El argumento detrás de esta propuesta es sorprendente: no hay mujeres que puedan representar a los partidos, porque “no están capacitadas” o porque “no les interesa participar”. Y aunque este mensaje es popular en un sector del Congreso, y es compartido por el Gobierno, lo cierto es que desconoce la realidad del país.

Las mujeres si están capacitadas. Han alcanzado niveles de formación académica incluso mayores a los de los hombres. De hecho, el Censo de 2005 revela que hay más mujeres profesionales que hombres y que en niveles de maestría y doctorado tienen los mismos porcentajes de participación.

Algunos dirán que este no es un argumento suficiente, pues para ser político no hay que haber estudiado (y ejemplos abundan). Pues bien, a pesar de las diversas formas de discriminación que enfrentan las mujeres en el ámbito laboral, han ganado espacios importantes tanto en el sector público como privado. Así, además de formación, miles de mujeres cuentan con experiencia en el manejo de asuntos de gran responsabilidad.

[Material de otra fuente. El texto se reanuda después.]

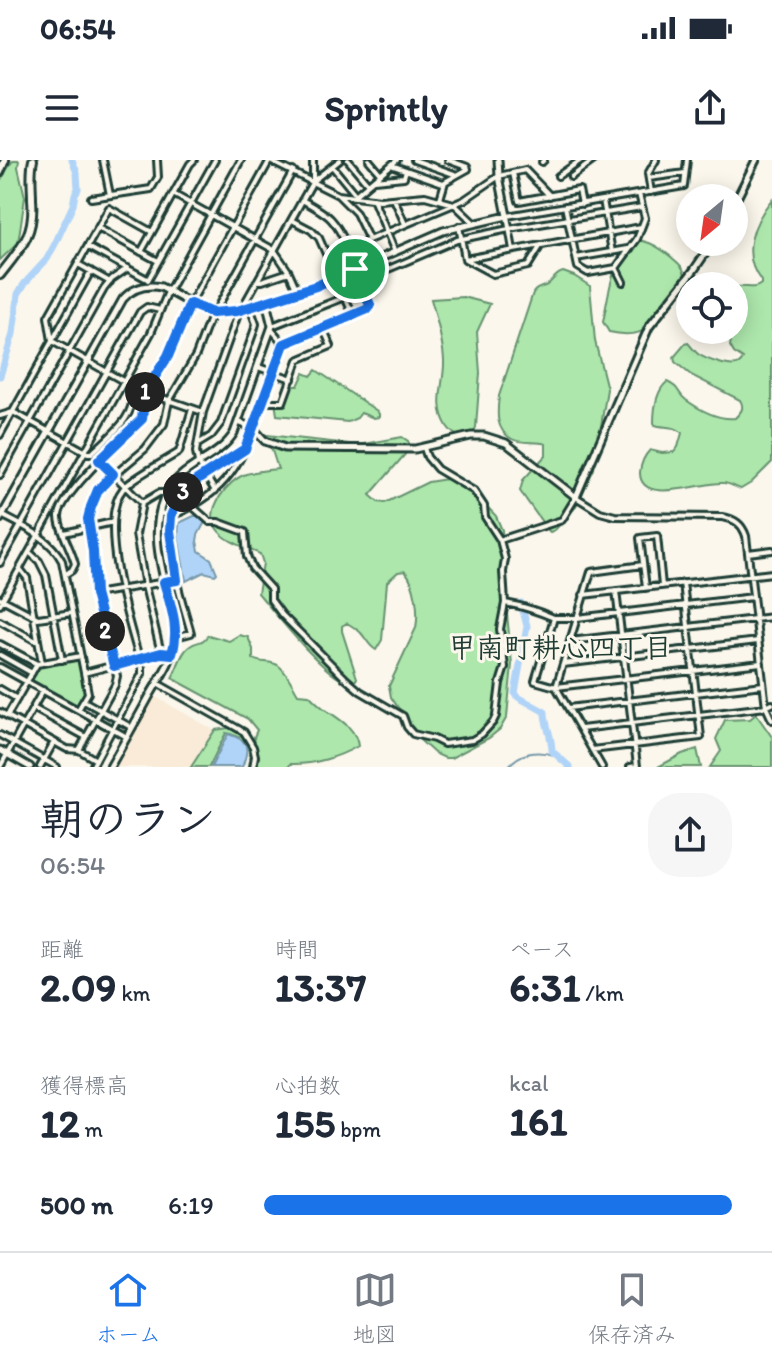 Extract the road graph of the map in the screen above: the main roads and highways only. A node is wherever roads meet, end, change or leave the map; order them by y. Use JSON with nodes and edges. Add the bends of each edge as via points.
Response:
{"nodes":[{"id":1,"x":5,"y":160,"type":"edge"},
{"id":2,"x":33,"y":160,"type":"edge"},
{"id":3,"x":0,"y":172,"type":"edge"},
{"id":4,"x":0,"y":275,"type":"edge"}],
"edges":[{"from":1,"to":3,"type":"main road"},
{"from":2,"to":4,"type":"main road","via":[[32,228]]}]}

Además, a las mujeres sí les interesa participar. Negarlo desconoce que ha aumentado de manera significativa su liderazgo en procesos sociales y comunitarios, involucrándose cada vez más en asuntos públicos. Prueba de ello es la conformación de un número importante de organizaciones de mujeres, con fuertes liderazgos en las regiones, y la creación de cerca de 300 Consejos Comunitarios de Mujeres en todo el territorio nacional. Si esto no indica que hay mujeres con liderazgo e interés en participar, entonces ¿qué lo probaría?

El desmonte de la cuota se basa entonces en argumentos poco sólidos. Por eso, vale la pena preguntarse, si efectivamente hay mujeres y están participando desde lo local y cada vez con mayor proyección nacional ¿por qué entonces tanta preocupación? ¿Por qué los partidos creen que no llegarán a cumplir con el 30%? La respuesta solo puede estar, precisamente, en el problema que la cuota se proponía corregir: la discriminación que enfrentan las mujeres en los espacios de participación política.

La desigualdad entre hombres y mujeres en el acceso a cargos de elección pública es evidente en todos los niveles. Algunas cifras son reveladoras: aunque las mujeres constituyen el 51.2% de la población y cerca del 52% de los electores que efectivamente asisten a las urnas, actualmente sólo ocupan el 14% de los escaños en los concejos, el 17% en las asambleas departamentales y el 14% del Congreso. Por eso, la medida aprobada en diciembre pretende promover las condiciones para que las mujeres puedan participar más equitativamente en política.

Quitarle eficacia a la cuota, reproduce la discriminación existente, y además desaprovecha una oportunidad importante para promover la igualdad de hombres y mujeres en materia de participación política.